══ Recorded information ══

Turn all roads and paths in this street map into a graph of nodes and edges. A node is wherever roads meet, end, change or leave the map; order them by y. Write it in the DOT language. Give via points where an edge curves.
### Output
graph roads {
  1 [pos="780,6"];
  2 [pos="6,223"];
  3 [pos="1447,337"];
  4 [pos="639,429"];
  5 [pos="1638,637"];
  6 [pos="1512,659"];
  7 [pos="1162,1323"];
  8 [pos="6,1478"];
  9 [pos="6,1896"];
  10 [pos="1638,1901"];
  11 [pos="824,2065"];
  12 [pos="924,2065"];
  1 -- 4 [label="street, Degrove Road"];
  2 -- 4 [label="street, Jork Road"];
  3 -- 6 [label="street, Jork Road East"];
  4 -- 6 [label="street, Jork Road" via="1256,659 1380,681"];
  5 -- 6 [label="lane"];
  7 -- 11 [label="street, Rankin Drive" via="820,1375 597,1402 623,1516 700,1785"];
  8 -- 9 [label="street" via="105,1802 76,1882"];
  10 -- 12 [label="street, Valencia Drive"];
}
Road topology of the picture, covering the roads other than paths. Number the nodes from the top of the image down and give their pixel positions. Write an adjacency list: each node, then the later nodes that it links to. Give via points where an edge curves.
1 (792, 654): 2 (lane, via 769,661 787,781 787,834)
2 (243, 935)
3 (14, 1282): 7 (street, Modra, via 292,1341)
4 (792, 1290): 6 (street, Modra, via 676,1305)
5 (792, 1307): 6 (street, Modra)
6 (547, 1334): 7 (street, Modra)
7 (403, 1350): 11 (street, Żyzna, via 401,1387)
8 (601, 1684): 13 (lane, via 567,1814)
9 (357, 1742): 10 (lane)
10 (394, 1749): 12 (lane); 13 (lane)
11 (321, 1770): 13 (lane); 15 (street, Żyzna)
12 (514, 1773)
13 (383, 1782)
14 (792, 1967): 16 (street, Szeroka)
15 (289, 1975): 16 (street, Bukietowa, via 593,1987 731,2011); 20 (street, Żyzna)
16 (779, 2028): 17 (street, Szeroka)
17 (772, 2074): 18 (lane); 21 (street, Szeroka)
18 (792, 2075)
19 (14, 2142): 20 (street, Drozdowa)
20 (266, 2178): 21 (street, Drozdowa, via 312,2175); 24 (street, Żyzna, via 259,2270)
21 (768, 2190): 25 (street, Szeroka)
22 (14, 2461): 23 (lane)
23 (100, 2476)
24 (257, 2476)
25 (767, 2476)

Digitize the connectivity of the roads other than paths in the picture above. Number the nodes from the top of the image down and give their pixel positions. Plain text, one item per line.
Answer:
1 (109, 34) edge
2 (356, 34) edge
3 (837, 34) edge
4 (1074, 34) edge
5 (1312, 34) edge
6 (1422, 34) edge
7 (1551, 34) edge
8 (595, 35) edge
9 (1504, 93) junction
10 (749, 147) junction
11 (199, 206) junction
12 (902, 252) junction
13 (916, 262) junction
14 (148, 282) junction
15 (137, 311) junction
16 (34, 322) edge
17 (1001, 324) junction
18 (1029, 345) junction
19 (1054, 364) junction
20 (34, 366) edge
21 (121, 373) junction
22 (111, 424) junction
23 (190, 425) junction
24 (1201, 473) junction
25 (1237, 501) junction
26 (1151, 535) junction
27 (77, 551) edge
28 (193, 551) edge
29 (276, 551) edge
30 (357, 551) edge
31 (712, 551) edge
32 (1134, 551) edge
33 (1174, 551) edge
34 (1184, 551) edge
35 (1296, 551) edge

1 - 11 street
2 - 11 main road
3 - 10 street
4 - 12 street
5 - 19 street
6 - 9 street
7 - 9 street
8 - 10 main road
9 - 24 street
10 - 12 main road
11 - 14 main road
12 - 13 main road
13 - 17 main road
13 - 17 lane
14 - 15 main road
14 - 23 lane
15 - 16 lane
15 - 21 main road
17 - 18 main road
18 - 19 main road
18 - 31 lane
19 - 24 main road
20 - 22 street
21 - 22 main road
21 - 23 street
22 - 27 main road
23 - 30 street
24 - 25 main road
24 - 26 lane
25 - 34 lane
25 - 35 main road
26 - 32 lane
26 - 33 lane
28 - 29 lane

═══

- _Problem to solve_
Print every entry exactly as it appears.

- _Response_
Turn all roads and paths in this street map into a graph of nodes and edges. A node is wherever roads meet, end, change or leave the map; order them by y. Write it in the DOT language. Give via points where an edge curves.
### Output
graph roads {
  1 [pos="780,6"];
  2 [pos="6,223"];
  3 [pos="1447,337"];
  4 [pos="639,429"];
  5 [pos="1638,637"];
  6 [pos="1512,659"];
  7 [pos="1162,1323"];
  8 [pos="6,1478"];
  9 [pos="6,1896"];
  10 [pos="1638,1901"];
  11 [pos="824,2065"];
  12 [pos="924,2065"];
  1 -- 4 [label="street, Degrove Road"];
  2 -- 4 [label="street, Jork Road"];
  3 -- 6 [label="street, Jork Road East"];
  4 -- 6 [label="street, Jork Road" via="1256,659 1380,681"];
  5 -- 6 [label="lane"];
  7 -- 11 [label="street, Rankin Drive" via="820,1375 597,1402 623,1516 700,1785"];
  8 -- 9 [label="street" via="105,1802 76,1882"];
  10 -- 12 [label="street, Valencia Drive"];
}
Road topology of the picture, covering the roads other than paths. Number the nodes from the top of the image down and give their pixel positions. Write an adjacency list: each node, then the later nodes that it links to. Give via points where an edge curves.
1 (792, 654): 2 (lane, via 769,661 787,781 787,834)
2 (243, 935)
3 (14, 1282): 7 (street, Modra, via 292,1341)
4 (792, 1290): 6 (street, Modra, via 676,1305)
5 (792, 1307): 6 (street, Modra)
6 (547, 1334): 7 (street, Modra)
7 (403, 1350): 11 (street, Żyzna, via 401,1387)
8 (601, 1684): 13 (lane, via 567,1814)
9 (357, 1742): 10 (lane)
10 (394, 1749): 12 (lane); 13 (lane)
11 (321, 1770): 13 (lane); 15 (street, Żyzna)
12 (514, 1773)
13 (383, 1782)
14 (792, 1967): 16 (street, Szeroka)
15 (289, 1975): 16 (street, Bukietowa, via 593,1987 731,2011); 20 (street, Żyzna)
16 (779, 2028): 17 (street, Szeroka)
17 (772, 2074): 18 (lane); 21 (street, Szeroka)
18 (792, 2075)
19 (14, 2142): 20 (street, Drozdowa)
20 (266, 2178): 21 (street, Drozdowa, via 312,2175); 24 (street, Żyzna, via 259,2270)
21 (768, 2190): 25 (street, Szeroka)
22 (14, 2461): 23 (lane)
23 (100, 2476)
24 (257, 2476)
25 (767, 2476)

Digitize the connectivity of the roads other than paths in the picture above. Number the nodes from the top of the image down and give their pixel positions. Plain text, one item per line.
Answer:
1 (109, 34) edge
2 (356, 34) edge
3 (837, 34) edge
4 (1074, 34) edge
5 (1312, 34) edge
6 (1422, 34) edge
7 (1551, 34) edge
8 (595, 35) edge
9 (1504, 93) junction
10 (749, 147) junction
11 (199, 206) junction
12 (902, 252) junction
13 (916, 262) junction
14 (148, 282) junction
15 (137, 311) junction
16 (34, 322) edge
17 (1001, 324) junction
18 (1029, 345) junction
19 (1054, 364) junction
20 (34, 366) edge
21 (121, 373) junction
22 (111, 424) junction
23 (190, 425) junction
24 (1201, 473) junction
25 (1237, 501) junction
26 (1151, 535) junction
27 (77, 551) edge
28 (193, 551) edge
29 (276, 551) edge
30 (357, 551) edge
31 (712, 551) edge
32 (1134, 551) edge
33 (1174, 551) edge
34 (1184, 551) edge
35 (1296, 551) edge

1 - 11 street
2 - 11 main road
3 - 10 street
4 - 12 street
5 - 19 street
6 - 9 street
7 - 9 street
8 - 10 main road
9 - 24 street
10 - 12 main road
11 - 14 main road
12 - 13 main road
13 - 17 main road
13 - 17 lane
14 - 15 main road
14 - 23 lane
15 - 16 lane
15 - 21 main road
17 - 18 main road
18 - 19 main road
18 - 31 lane
19 - 24 main road
20 - 22 street
21 - 22 main road
21 - 23 street
22 - 27 main road
23 - 30 street
24 - 25 main road
24 - 26 lane
25 - 34 lane
25 - 35 main road
26 - 32 lane
26 - 33 lane
28 - 29 lane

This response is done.